Work instructions: Look below for lines that hold the string "South" and copy each one.

■ ■ ■ ■ ■

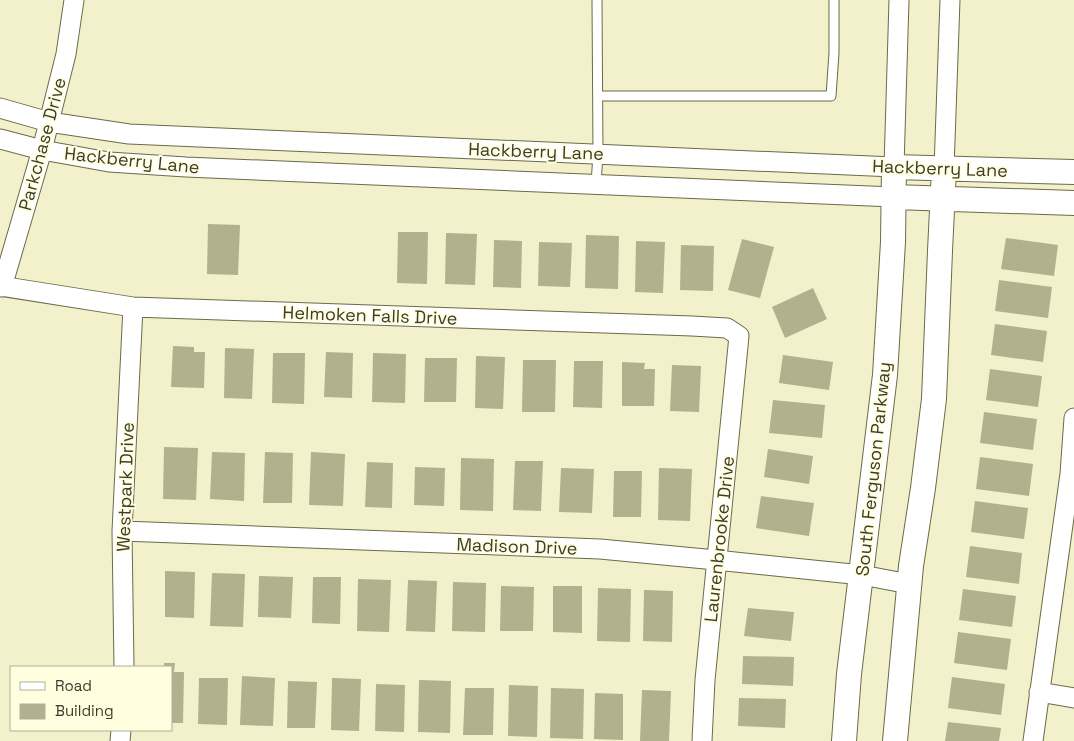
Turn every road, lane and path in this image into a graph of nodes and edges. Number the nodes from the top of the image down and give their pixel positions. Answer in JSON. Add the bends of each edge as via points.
{"nodes":[{"id":1,"x":74,"y":0,"type":"edge"},
{"id":2,"x":597,"y":0,"type":"edge"},
{"id":3,"x":834,"y":0,"type":"edge"},
{"id":4,"x":899,"y":0,"type":"edge"},
{"id":5,"x":950,"y":0,"type":"edge"},
{"id":6,"x":598,"y":96,"type":"junction"},
{"id":7,"x":0,"y":108,"type":"edge"},
{"id":8,"x":49,"y":122,"type":"junction"},
{"id":9,"x":0,"y":139,"type":"edge"},
{"id":10,"x":42,"y":150,"type":"junction"},
{"id":11,"x":598,"y":154,"type":"junction"},
{"id":12,"x":894,"y":167,"type":"junction"},
{"id":13,"x":944,"y":169,"type":"junction"},
{"id":14,"x":1074,"y":172,"type":"edge"},
{"id":15,"x":596,"y":184,"type":"junction"},
{"id":16,"x":894,"y":197,"type":"junction"},
{"id":17,"x":942,"y":199,"type":"junction"},
{"id":18,"x":1074,"y":203,"type":"edge"},
{"id":19,"x":1,"y":287,"type":"edge"},
{"id":20,"x":133,"y":307,"type":"junction"},
{"id":21,"x":739,"y":336,"type":"joint"},
{"id":22,"x":1074,"y":418,"type":"edge"},
{"id":23,"x":1072,"y":475,"type":"edge"},
{"id":24,"x":122,"y":531,"type":"junction"},
{"id":25,"x":716,"y":560,"type":"junction"},
{"id":26,"x":862,"y":575,"type":"junction"},
{"id":27,"x":909,"y":584,"type":"junction"},
{"id":28,"x":124,"y":666,"type":"edge"},
{"id":29,"x":1039,"y":692,"type":"junction"},
{"id":30,"x":1074,"y":698,"type":"edge"},
{"id":31,"x":702,"y":741,"type":"edge"},
{"id":32,"x":844,"y":741,"type":"edge"},
{"id":33,"x":895,"y":741,"type":"edge"},
{"id":34,"x":1033,"y":741,"type":"edge"}],
"edges":[{"from":1,"to":8,"type":"street","name":"Parkchase Drive","via":[[66,54]]},
{"from":2,"to":6,"type":"lane"},
{"from":3,"to":6,"type":"lane","via":[[831,96]]},
{"from":4,"to":12,"type":"street"},
{"from":5,"to":13,"type":"street"},
{"from":6,"to":11,"type":"lane"},
{"from":7,"to":8,"type":"street","name":"Hackberry Lane"},
{"from":8,"to":10,"type":"street","name":"Parkchase Drive"},
{"from":8,"to":11,"type":"street","name":"Hackberry Lane","via":[[129,134]]},
{"from":9,"to":10,"type":"street","name":"Hackberry Lane"},
{"from":10,"to":15,"type":"street","name":"Hackberry Lane","via":[[109,162],[186,167]]},
{"from":10,"to":19,"type":"street","name":"Parkchase Drive"},
{"from":11,"to":12,"type":"street","name":"Hackberry Lane"},
{"from":11,"to":15,"type":"lane"},
{"from":12,"to":13,"type":"street","name":"Hackberry Lane"},
{"from":12,"to":16,"type":"street","name":"South Ferguson Parkway"},
{"from":13,"to":14,"type":"street","name":"Hackberry Lane"},
{"from":13,"to":17,"type":"street"},
{"from":15,"to":16,"type":"street","name":"Hackberry Lane"},
{"from":16,"to":17,"type":"street","name":"Hackberry Lane"},
{"from":16,"to":26,"type":"street","name":"South Ferguson Parkway","via":[[885,375]]},
{"from":17,"to":18,"type":"street","name":"Hackberry Lane"},
{"from":17,"to":27,"type":"street","via":[[934,399]]},
{"from":19,"to":20,"type":"street","name":"Helmoken Falls Drive"},
{"from":20,"to":21,"type":"street","name":"Helmoken Falls Drive","via":[[692,326],[727,328]]},
{"from":20,"to":24,"type":"street","name":"Westpark Drive"},
{"from":21,"to":25,"type":"street","name":"Laurenbrooke Drive"},
{"from":22,"to":23,"type":"street"},
{"from":23,"to":29,"type":"street"},
{"from":24,"to":25,"type":"street","name":"Madison Drive","via":[[600,549]]},
{"from":24,"to":28,"type":"street","name":"Westpark Drive"},
{"from":25,"to":26,"type":"street","name":"Madison Drive"},
{"from":25,"to":31,"type":"street","name":"Laurenbrooke Drive"},
{"from":26,"to":27,"type":"street","name":"Madison Drive"},
{"from":26,"to":32,"type":"street","name":"South Ferguson Parkway"},
{"from":27,"to":33,"type":"street"},
{"from":29,"to":30,"type":"street"},
{"from":29,"to":34,"type":"street"}]}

■ ■ ■ ■ ■

Exercise output:
{"from":12,"to":16,"type":"street","name":"South Ferguson Parkway"},
{"from":16,"to":26,"type":"street","name":"South Ferguson Parkway","via":[[885,375]]},
{"from":26,"to":32,"type":"street","name":"South Ferguson Parkway"},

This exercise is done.